Scope: This page focuses on model inference (prediction) after models have been trained and exported. For information about model training, see page 4. For pipeline-level usage patterns, see page 2. For specific hardware platform configurations, see page 7.

Deployment Options at a Glance

PaddleOCR supports several deployment paths, as summarized in deploy/README.md:

Option	Reference Page	Key Entry Point
Python Inference	5.1	`tools/infer/predict_system.py`
High-Performance Inference (TensorRT, ONNX)	5.2	`tools/infer/utility.py:create_predictor`
C++ Inference	5.3	`deploy/cpp_infer/`
Service Deployment (PD Serving)	5.4	`deploy/pdserving/`
Parallel / Multi-Device	5.5	`tools/infer/predict_system.py:main`
Mobile / Edge (Paddle-Lite)	5.6	`deploy/lite/`

Sources: deploy/README.md1-31

5.1 Python Inference System

The Python inference system provides the foundation for running PaddleOCR models through a unified API. The system consists of predictor classes for individual tasks (detection, recognition, classification) and orchestration classes that combine these components into complete pipelines.

Core Inference Classes

Sources: tools/infer/utility.py177-435 tools/infer/predict_det.py36-150 tools/infer/predict_rec.py39-181 tools/infer/predict_system.py48-61

Predictor Initialization Workflow

The create_predictor() function in tools/infer/utility.py177-435 is the central factory for creating inference engines. It handles:

Model Loading: Locates model files (model.pdmodel/inference.json and model.pdiparams/inference.pdiparams)
Backend Selection: Configures Paddle Inference, ONNX Runtime, or TensorRT based on arguments
Device Configuration: Sets up CPU, GPU, NPU, XPU, DCU, or other accelerators
Optimization Passes: Enables memory optimization, IR optimization, and backend-specific passes

Sources: tools/infer/utility.py177-435 tools/infer/predict_det.py145-150

Text Detection Inference

The TextDetector class (tools/infer/predict_det.py36-221) implements text detection with the following workflow:

Step	Method	Description
Preprocessing	`preprocess_op`	Resize image with `DetResizeForTest`, normalize, convert to CHW format
Inference	`predictor.run()`	Execute model on GPU/CPU to generate probability maps
Postprocessing	`postprocess_op`	Extract text boxes from probability maps using `DBPostProcess`
Filtering	`filter_tag_det_res()`	Remove invalid boxes (too small, out of bounds)
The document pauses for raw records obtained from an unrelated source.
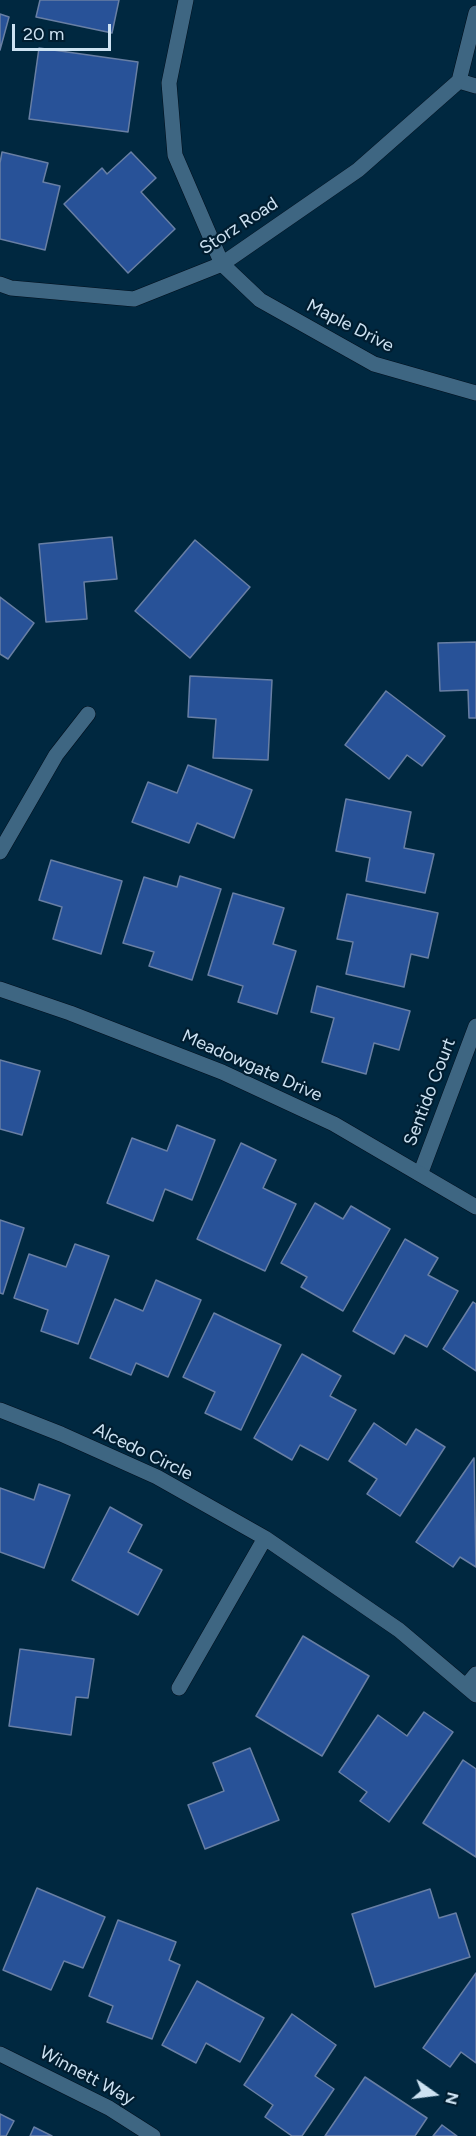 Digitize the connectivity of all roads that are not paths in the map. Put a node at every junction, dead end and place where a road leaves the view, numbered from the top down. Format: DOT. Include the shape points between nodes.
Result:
graph roads {
  1 [pos="186,0"];
  2 [pos="476,13"];
  3 [pos="459,81"];
  4 [pos="476,86"];
  5 [pos="222,264"];
  6 [pos="0,284"];
  7 [pos="476,393"];
  8 [pos="88,714"];
  9 [pos="0,852"];
  10 [pos="0,989"];
  11 [pos="476,1026"];
  12 [pos="421,1172"];
  13 [pos="476,1207"];
  14 [pos="0,1410"];
  15 [pos="265,1538"];
  16 [pos="473,1685"];
  17 [pos="179,1688"];
  18 [pos="0,2054"];
  19 [pos="153,2136"];
  1 -- 5 [label="street" via="169,83 174,155"];
  2 -- 3 [label="street"];
  3 -- 4 [label="street"];
  3 -- 5 [label="street, Storz Road" via="358,170"];
  5 -- 6 [label="street, Storz Road" via="134,299"];
  5 -- 7 [label="street, Maple Drive" via="260,300 374,364"];
  8 -- 9 [label="street" via="56,755"];
  10 -- 12 [label="street, Meadowgate Drive" via="222,1072 334,1124"];
  11 -- 12 [label="street, Sentido Court"];
  12 -- 13 [label="street, Meadowgate Drive"];
  14 -- 15 [label="street, Alcedo Circle" via="157,1477"];
  15 -- 16 [label="street, Alcedo Circle"];
  15 -- 17 [label="street"];
  18 -- 19 [label="street, Winnett Way" via="110,2108"];
}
Key parameters controlled via args:

det_limit_side_len: Maximum image side length (default: 960)
det_db_thresh: Binarization threshold (default: 0.3)
det_db_box_thresh: Box confidence threshold (default: 0.6)
det_db_unclip_ratio: Text region expansion ratio (default: 1.5)

Sources: tools/infer/predict_det.py36-306 tools/infer/utility.py54-80

Text Recognition Inference

The TextRecognizer class (tools/infer/predict_rec.py39-625) handles text recognition with algorithm-specific preprocessing:

Sources: tools/infer/predict_rec.py205-625 ppocr/postprocess/rec_postprocess.py

Text System Orchestration

The TextSystem class (tools/infer/predict_system.py48-158) orchestrates the complete OCR pipeline. Its __call__ method (tools/infer/predict_system.py76-157) runs the detector, then crops each text region, optionally runs the angle classifier, and finally runs the recognizer. Low-confidence results are filtered by drop_score.

The system applies sorted_boxes() (tools/infer/predict_system.py160-182) to order detected boxes from top-to-bottom, left-to-right before recognition. Multi-process execution is exposed via --use_mp / --total_process_num flags, which spawn subprocess workers with subprocess.Popen (tools/infer/predict_system.py310-325).

Sources: tools/infer/predict_system.py48-158 tools/infer/predict_system.py160-182 tools/infer/predict_system.py310-325 tools/infer/utility.py149-151

5.2 High-Performance Inference and Optimization

High-performance inference (enable_hpi option) leverages hardware-accelerated backends for faster execution with reduced latency and higher throughput.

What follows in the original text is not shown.